Estamos seguro de que, durante estos días de retiro capitular, la presencia protectora y orientadora de San Antonio María se ha hecho más intensa y exigente entre vosotros. Y nos place adivinar también que a la hora de señalar las líneas de renovación habéis tenido como punto fijo de referencia la fidelidad más genuina a los orígenes de vuestro Instituto y a las enseñanzas sobre la vida de consagración que el Concilio Vaticano II propuso y Nos mismo repetidamente hemos inculcado. Permitidnos saborear con qué pureza de rasgos característicos se ofrecía a la contemplación de San Antonio María la imagen del claretiano. Lo leíamos ayer en el Oficio de Lectura: «Yo me digo a mí mismo: un Hijo del Inmaculado Corazón de María es un hombre que arde en caridad y que abrasa por donde pasa . . . Nada le arredra; se goza en las privaciones, aborda los trabajos, se complace en las calumnias y se alegra en los tormentos. No piensa sino cómo seguirá e imitará a Jesucristo, en trabajar, sufrir y en procurar siempre y únicamente la mayor gloria de Dios y la salvación de las almas» (El celo, c. I: BAC 188, 1959, 777).

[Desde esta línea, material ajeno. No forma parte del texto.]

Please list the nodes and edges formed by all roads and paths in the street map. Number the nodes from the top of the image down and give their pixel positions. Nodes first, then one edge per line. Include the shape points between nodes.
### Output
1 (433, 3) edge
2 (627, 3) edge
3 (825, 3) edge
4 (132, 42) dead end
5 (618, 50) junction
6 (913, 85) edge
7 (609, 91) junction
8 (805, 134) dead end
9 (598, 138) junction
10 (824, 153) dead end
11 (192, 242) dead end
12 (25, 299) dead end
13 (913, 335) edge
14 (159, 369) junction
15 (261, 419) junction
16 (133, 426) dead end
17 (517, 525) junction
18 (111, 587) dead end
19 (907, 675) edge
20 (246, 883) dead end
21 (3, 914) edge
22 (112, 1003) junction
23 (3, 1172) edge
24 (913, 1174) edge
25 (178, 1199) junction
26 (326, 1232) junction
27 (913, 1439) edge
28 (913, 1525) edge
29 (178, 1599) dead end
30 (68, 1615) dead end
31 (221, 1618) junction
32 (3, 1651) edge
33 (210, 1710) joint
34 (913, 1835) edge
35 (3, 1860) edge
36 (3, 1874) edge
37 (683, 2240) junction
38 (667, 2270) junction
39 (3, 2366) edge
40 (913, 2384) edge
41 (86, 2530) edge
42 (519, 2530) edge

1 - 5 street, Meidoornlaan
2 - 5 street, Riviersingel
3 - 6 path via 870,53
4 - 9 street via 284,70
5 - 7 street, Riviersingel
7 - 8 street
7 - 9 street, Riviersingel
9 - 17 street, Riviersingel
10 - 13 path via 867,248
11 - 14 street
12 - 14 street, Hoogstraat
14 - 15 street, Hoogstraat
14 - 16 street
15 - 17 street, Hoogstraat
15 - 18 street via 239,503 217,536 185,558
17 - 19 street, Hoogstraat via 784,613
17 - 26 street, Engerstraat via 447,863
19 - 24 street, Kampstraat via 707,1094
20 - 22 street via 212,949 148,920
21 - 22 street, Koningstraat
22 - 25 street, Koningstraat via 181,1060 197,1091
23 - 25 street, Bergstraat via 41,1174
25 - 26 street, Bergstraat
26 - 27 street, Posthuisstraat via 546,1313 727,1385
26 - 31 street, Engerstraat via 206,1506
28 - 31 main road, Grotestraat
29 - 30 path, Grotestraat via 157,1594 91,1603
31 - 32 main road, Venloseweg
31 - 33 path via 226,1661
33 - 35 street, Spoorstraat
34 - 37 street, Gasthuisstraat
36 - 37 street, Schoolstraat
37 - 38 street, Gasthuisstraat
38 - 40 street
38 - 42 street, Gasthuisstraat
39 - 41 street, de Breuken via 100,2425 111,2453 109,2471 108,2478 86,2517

Ved ahí, proyectado hacia vosotros, todo un programa de santidad, fundado en la renuncia valiente de sí mismo, fruto de su fecunda vitalidad evangélica. Os señala claramente, con expresiones de neto dinamismo paulino, el bien a que debe aspirar vuestra vida personal y comunitaria: el seguimiento y la imitación de Cristo a impulsos de una caridad siempre operante.

Si a este programa de vida interior añadimos el culto particularísimo que os inculcó a la Virgen María, junto con la dedicación primordial al ministerio de la Palabra, tenemos el cuadro completo de la vocación a la espiritualidad claretiana. Esos mismos y no otros fueron los móviles que dieron vida y sentido al incontenible celo misionero del hijo de Sallent. Y no fue otro el sello de austeridad religiosa que se impuso a sí mismo para hacer su propio ministerio más fidedigno y más conforme a las exigencias de la llamada divina. Anunciar la Buena Nueva hasta gastarse en sacrificio por el bien de los hermanos, enseñar a los hombres el lenguaje siempre nuevo de la caridad, caracterizaron su desbordante tarea de pastor como Arzobispo de Santiago de Cuba.

Podríamos decir muy bien de él, como del Apóstol de las Gentes, que su fibra de «heraldo y maestro en la fe y en la verdad» (Cfr. 1 Tim. 2, 7) no sufrió mengua alguna en medio de las dificultades. Al contrario, sus afanes pastorales, su inquietud misionera hallaron modo de expresarse continuamente en nuevas iniciativas ministeriales, dentro y fuera de la madre patria, inspiradas y alimentadas por una conciencia de servicio fiel a la Iglesia.

Amadísimos hijos: apreciad este vuestro patrimonio espiritual; no escatiméis desvelos en cuidar sus raíces, si de veras queréis ser un árbol siempre florido y joven, capaz de adaptarse al medio ambiente, a las exigencias cambiables de los tiempos para seguir dando frutos maduros a la Iglesia, como ha dado en el pasado y sigue dando en la actualidad, a través de sus hijos más preclaros.

En el Capítulo que atabais de celebrar habéis podido convenceros de que sois portadores de unos valores que no envejecen, porque son parte selecta de la herencia y de la vocación universal de la Iglesia. La misma comunidad cristiana os pide fidelidad y discreción, generosidad y desprendimiento para aceptaros y reconoceros como signo viviente y solidario de sus aspiraciones humanas y espirituales.

No queremos alargarnos más. Al confiaros estas reflexiones, queremos alentaros en vuestros anhelos de santidad con nuestras plegarias al Inmaculado Corazón de María para que, con la ayuda de su maternal intercesión, seáis ejemplares hijos de la Iglesia. Como confirmación de estos deseos y como testimonio de particular benevolencia impartimos de corazón a vosotros y a toda la Familia claretiana la Bendición Apostólica.